Keberadaan Dubalang Kota Padang awalnya dimaksudkan sebagai bagian dari sistem keamanan di tingkat kelurahan. Sebagai perpanjangan tangan Satpol PP untuk membantu menciptakan ketertiban.
Mereka digaji dari APBD, diberi seragam, diberi mandat, dan diberi ruang untuk menjalankan tugas. Harapannya jelas: hadir sebagai penjaga keamanan, bukan sumber keresahan.
Namun ironi, hari ini justru terasa semakin mengemuka. Alih-alih sebagai pengayom, sebagian dari mereka kini mulai bertingkah layaknya kelompok preman yang diberi seragam.
Ini bukan tuduhan tanpa dasar, setidaknya persepsi publik dibentuk oleh serangkaian tindakan represif yang beberapa kali terjadi di lapangan.
Dubalang kota kerap melakukan tindakan kekerasan terhadap warga, padahal mereka bukan aparat penegak hukum penuh, dan kewenangannya sangat terbatas.
Ketika individu berbaju resmi mulai memukul, menendang, apalagi mengeroyok, maka hilanglah batas antara penegakan aturan dan penyalahgunaan wewenang. Yang tersisa hanya ketakutan dan rasa tidak aman.
Kasus terbaru yang mencuat adalah peristiwa dugaan pengeroyokan terhadap seorang pemilik kafe di kawasan By Pass.
Terlepas dari apa pun alasan atau pemicu kejadian itu, tindakan brutal bukanlah solusi, dan tidak bisa dibenarkan dalam konteks apa pun.
Dubalang bukan penentu hukum, bukan hakim jalanan, bukan eksekutor lapangan yang boleh main tangan hanya karena merasa berkuasa.
Ketika kekerasan dipilih sebagai bahasa komunikasi, maka mereka tidak lagi terlihat sebagai petugas keamanan, melainkan sekadar preman yang dibekali seragam dan anggaran negara.
Pertanyaannya: di mana evaluasi? Di mana pengawasan? Ketika kesewenang-wenangan mulai terjadi berulang, maka persoalan tidak lagi berhenti pada pelaku individu, melainkan mengarah pada sistem yang membiarkan hal itu berjalan.
Pemko Padang, Satpol PP, dan pihak terkait wajib mengevaluasi secara menyeluruh pola kerja Dubalang Kota, termasuk pelatihan, batas wewenang, mekanisme sanksi, hingga struktural komando.

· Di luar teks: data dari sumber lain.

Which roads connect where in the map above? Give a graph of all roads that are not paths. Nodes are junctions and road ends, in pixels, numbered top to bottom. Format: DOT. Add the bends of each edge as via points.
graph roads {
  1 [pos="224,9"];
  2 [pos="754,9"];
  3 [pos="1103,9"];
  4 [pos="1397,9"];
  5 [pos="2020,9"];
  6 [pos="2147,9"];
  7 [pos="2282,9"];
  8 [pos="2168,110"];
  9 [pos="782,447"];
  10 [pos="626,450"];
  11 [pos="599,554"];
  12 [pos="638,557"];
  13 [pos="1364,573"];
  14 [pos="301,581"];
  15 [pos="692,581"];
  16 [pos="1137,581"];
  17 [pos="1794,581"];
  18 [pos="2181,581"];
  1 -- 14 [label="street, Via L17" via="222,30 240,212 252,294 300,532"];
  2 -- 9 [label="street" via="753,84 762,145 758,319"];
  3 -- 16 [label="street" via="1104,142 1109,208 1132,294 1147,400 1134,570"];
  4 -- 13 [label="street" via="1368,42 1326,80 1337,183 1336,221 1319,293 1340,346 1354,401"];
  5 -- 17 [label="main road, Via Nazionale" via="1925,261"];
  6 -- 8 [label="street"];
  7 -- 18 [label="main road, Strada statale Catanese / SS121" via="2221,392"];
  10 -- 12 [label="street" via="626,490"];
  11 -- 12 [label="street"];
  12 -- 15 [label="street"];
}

Tanpa itu, apa bedanya mereka dengan kelompok liar yang hanya beroperasi bermodalkan power dan otot?
Masyarakat berhak merasa aman di hadapan aparatur yang dibiayai oleh uang pajaknya. Bukan hidup dalam ketakutan.

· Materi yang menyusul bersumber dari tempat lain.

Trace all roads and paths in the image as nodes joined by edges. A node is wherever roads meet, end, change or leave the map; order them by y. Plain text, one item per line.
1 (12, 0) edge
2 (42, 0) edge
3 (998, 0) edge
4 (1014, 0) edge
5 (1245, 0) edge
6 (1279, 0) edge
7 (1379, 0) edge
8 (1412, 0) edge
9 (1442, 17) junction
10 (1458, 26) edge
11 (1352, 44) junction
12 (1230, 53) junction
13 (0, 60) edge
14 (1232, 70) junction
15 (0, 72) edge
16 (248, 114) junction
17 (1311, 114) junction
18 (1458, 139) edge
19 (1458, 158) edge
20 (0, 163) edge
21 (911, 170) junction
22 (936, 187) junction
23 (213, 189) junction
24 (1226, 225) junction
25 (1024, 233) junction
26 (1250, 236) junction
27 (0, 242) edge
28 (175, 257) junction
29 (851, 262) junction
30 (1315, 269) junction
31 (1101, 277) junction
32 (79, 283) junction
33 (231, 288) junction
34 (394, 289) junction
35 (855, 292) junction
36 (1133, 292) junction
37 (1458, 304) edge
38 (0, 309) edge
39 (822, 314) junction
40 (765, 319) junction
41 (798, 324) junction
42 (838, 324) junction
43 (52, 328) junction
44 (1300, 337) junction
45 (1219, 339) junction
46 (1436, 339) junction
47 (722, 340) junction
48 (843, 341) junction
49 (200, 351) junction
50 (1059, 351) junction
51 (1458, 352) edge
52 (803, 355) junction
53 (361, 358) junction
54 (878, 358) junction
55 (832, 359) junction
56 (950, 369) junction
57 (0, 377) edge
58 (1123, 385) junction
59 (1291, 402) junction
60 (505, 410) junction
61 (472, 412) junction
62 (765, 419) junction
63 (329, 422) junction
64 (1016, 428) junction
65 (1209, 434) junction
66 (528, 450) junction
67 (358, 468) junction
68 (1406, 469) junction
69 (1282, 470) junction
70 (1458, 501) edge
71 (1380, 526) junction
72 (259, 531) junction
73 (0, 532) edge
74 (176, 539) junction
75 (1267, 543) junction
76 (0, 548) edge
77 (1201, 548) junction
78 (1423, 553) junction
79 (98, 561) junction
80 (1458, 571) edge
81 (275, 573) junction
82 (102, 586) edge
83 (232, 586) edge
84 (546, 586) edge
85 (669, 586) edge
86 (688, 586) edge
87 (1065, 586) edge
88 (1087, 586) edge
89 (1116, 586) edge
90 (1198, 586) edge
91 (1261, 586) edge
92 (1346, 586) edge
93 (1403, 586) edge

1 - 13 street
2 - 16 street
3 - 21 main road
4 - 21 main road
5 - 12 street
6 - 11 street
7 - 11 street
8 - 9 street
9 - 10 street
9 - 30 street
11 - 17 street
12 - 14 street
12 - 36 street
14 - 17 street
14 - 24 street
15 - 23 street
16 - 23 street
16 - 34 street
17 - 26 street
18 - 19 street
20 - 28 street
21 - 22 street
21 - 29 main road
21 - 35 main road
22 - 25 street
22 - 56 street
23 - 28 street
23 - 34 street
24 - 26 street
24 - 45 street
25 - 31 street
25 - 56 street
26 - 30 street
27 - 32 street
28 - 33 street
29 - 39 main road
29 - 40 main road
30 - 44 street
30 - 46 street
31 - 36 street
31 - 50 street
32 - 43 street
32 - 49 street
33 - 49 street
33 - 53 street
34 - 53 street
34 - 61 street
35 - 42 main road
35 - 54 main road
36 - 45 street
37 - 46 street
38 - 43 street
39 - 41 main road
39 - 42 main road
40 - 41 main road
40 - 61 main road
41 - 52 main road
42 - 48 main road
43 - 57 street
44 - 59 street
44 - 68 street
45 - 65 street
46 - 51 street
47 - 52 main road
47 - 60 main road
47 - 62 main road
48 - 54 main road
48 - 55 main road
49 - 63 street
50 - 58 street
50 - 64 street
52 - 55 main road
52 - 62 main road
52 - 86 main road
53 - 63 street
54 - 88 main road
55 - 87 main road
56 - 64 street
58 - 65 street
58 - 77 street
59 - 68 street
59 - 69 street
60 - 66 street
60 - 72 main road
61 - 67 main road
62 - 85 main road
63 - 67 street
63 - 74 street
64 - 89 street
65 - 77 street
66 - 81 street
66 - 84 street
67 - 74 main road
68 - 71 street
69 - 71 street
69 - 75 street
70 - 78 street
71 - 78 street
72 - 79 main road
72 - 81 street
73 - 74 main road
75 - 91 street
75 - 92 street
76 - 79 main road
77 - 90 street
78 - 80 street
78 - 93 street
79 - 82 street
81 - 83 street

Jika Dubalang Kota ingin tetap dipercaya, yang pertama mereka harus lakukan adalah menanggalkan mentalitas premanisme, bukan memupuknya.
Seragam tidak otomatis membuat seseorang berwibawa, integritas dan etika lah yang menjadikannya layak dihormati.
Sebab bila tidak ada pembenahan, maka opini publik akan tetap sama: Dubalang Kota bukan lagi simbol keamanan, melainkan citra buruk dari kekuasaan yang salah tempat. Dan itu jauh dari tujuan awal keberadaan mereka.